Content starts
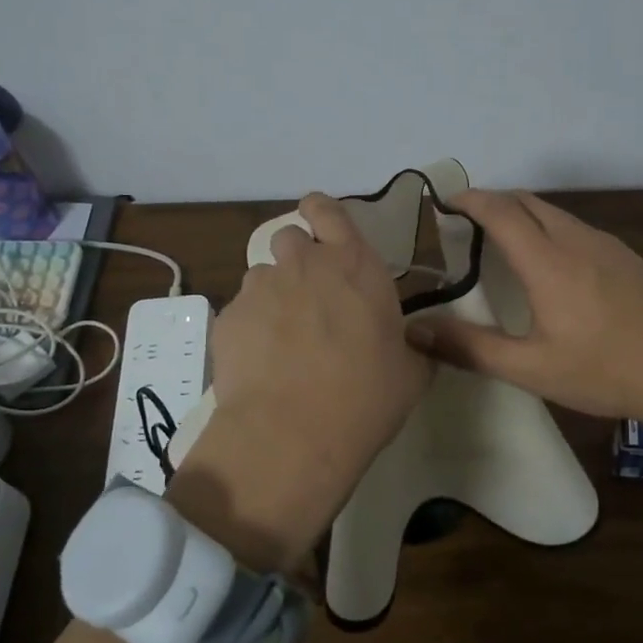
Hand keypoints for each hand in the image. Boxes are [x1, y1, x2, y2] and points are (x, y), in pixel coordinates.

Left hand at [170, 193, 429, 571]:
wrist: (294, 432)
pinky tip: (260, 364)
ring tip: (282, 338)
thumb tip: (415, 342)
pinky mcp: (227, 318)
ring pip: (262, 276)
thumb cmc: (366, 396)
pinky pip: (239, 312)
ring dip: (273, 295)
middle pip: (290, 238)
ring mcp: (260, 289)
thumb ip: (414, 346)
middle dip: (298, 259)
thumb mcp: (411, 372)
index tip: (321, 225)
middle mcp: (304, 264)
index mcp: (355, 264)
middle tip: (310, 296)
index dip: (321, 212)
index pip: (328, 209)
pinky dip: (249, 328)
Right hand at [405, 189, 642, 481]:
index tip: (444, 203)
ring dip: (523, 214)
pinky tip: (553, 265)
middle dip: (493, 201)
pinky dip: (551, 229)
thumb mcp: (532, 369)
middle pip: (528, 201)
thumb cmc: (605, 371)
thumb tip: (415, 331)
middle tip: (467, 223)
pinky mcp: (629, 257)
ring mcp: (608, 245)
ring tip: (504, 241)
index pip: (500, 210)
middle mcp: (577, 240)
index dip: (469, 200)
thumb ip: (471, 348)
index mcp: (548, 261)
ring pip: (556, 213)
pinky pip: (578, 228)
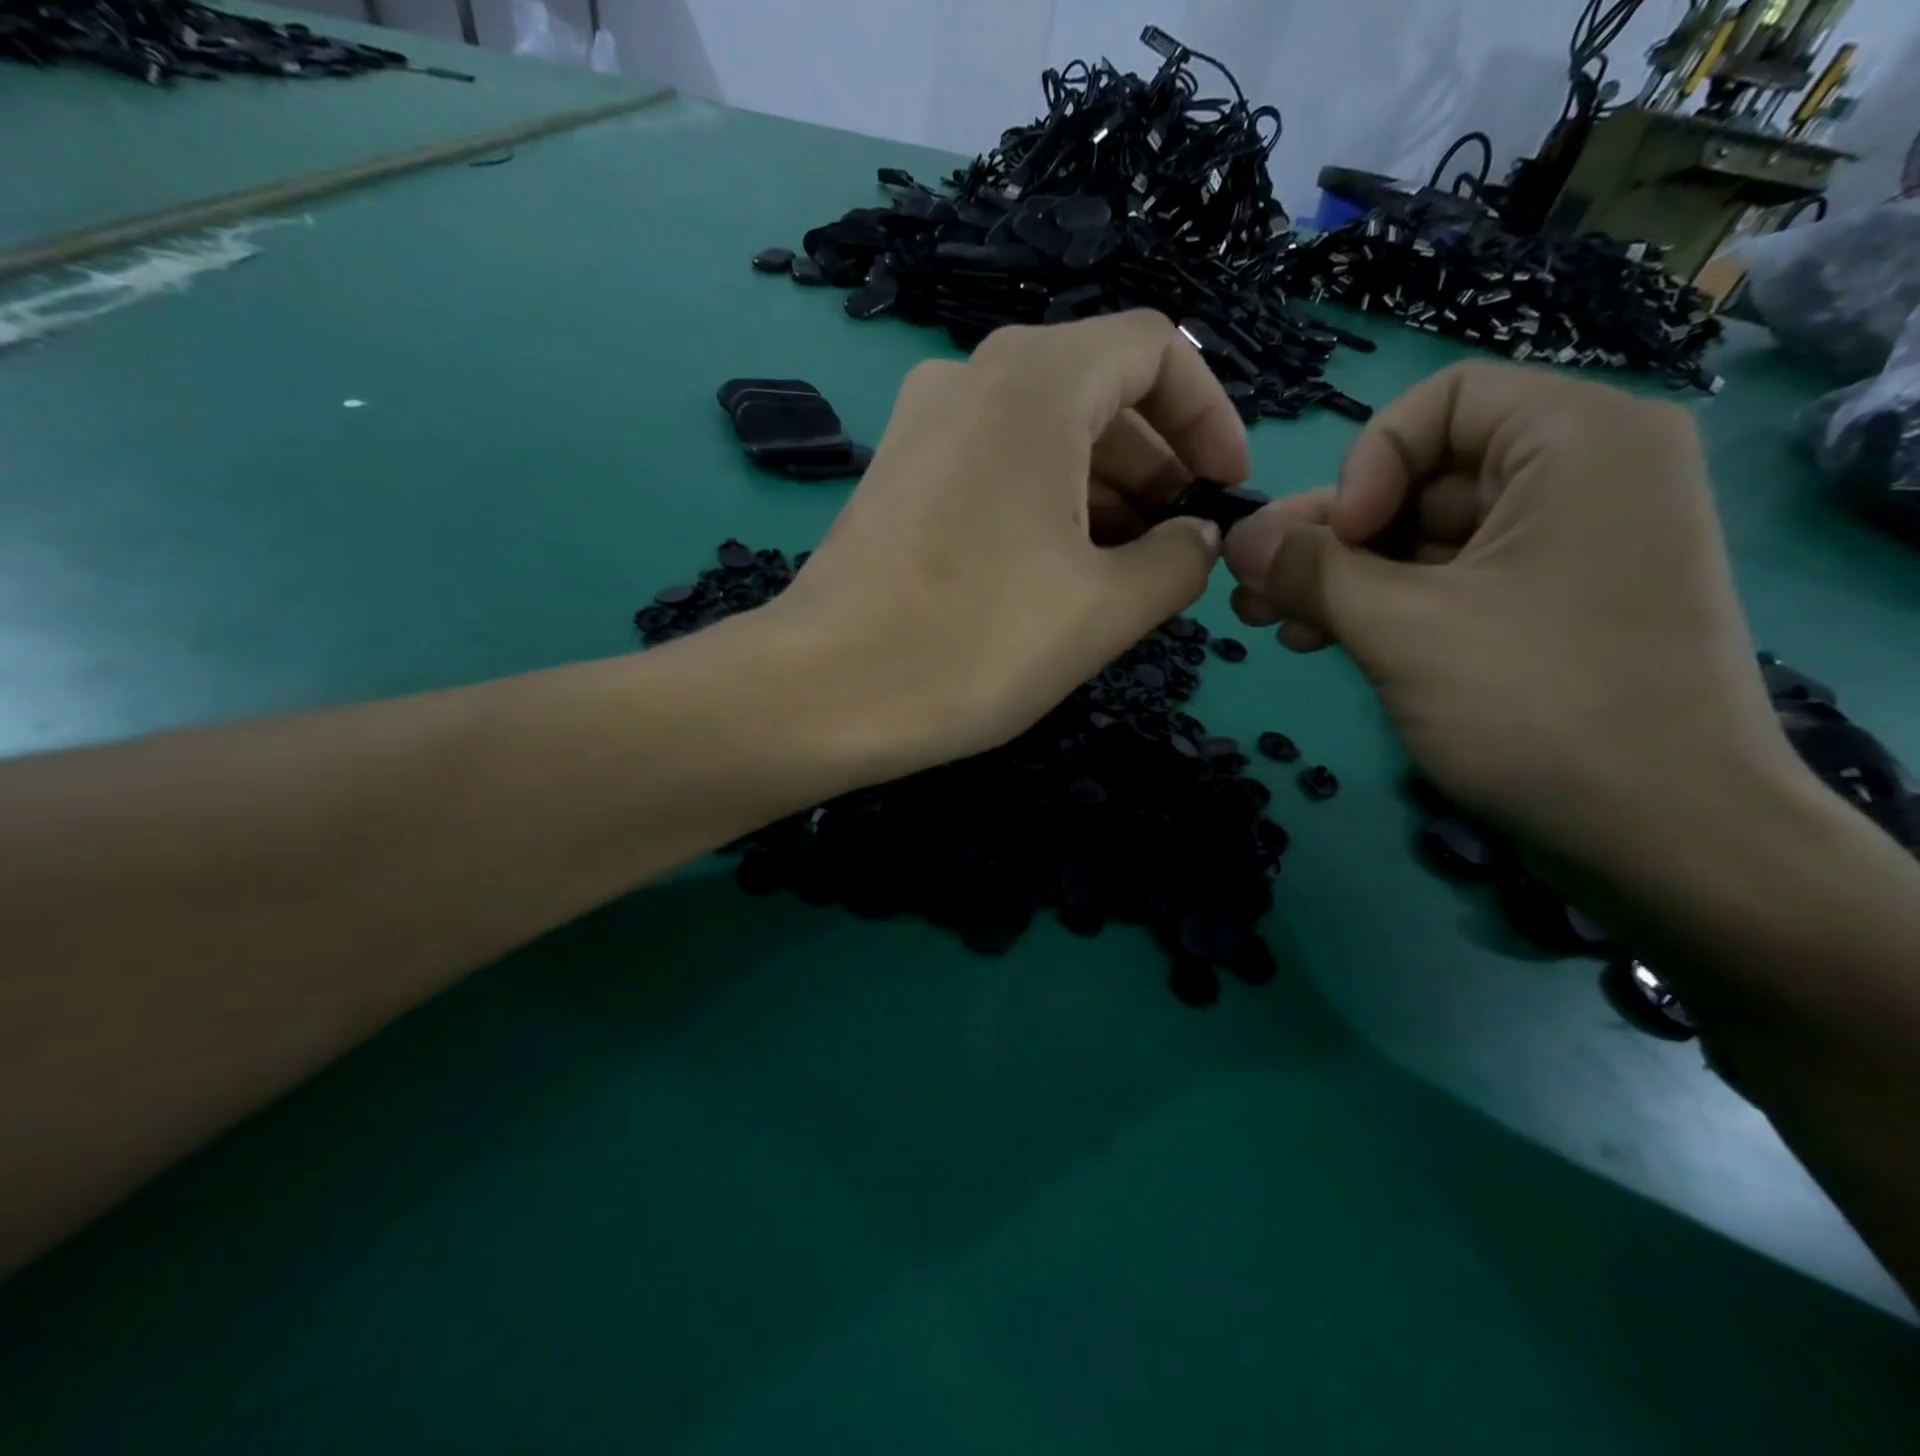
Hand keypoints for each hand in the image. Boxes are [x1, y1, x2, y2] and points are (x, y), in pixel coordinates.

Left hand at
Content ends
# Exercise directions:
Would you output, word for word, only the lines running from the line with "middle pip: (528, 201)" to the end of the listing above, both ends included, with no pictures?

# Exercise output:
middle pip: (528, 201)
thumb cmc: (605, 371)
thumb tip: (415, 331)
middle tip: (467, 223)
pinky mcp: (629, 257)
ring mcp: (608, 245)
ring tip: (504, 241)
index pip: (500, 210)
middle mcp: (577, 240)
index dip: (469, 200)
thumb ip: (471, 348)
index mcp: (548, 261)
ring pip: (556, 213)
pinky pip: (578, 228)
Hand keypoints for each hand in the image. Boxes are [x1, y1, x2, y2] and points are (x, y), in pixel coordinates.

Left hand at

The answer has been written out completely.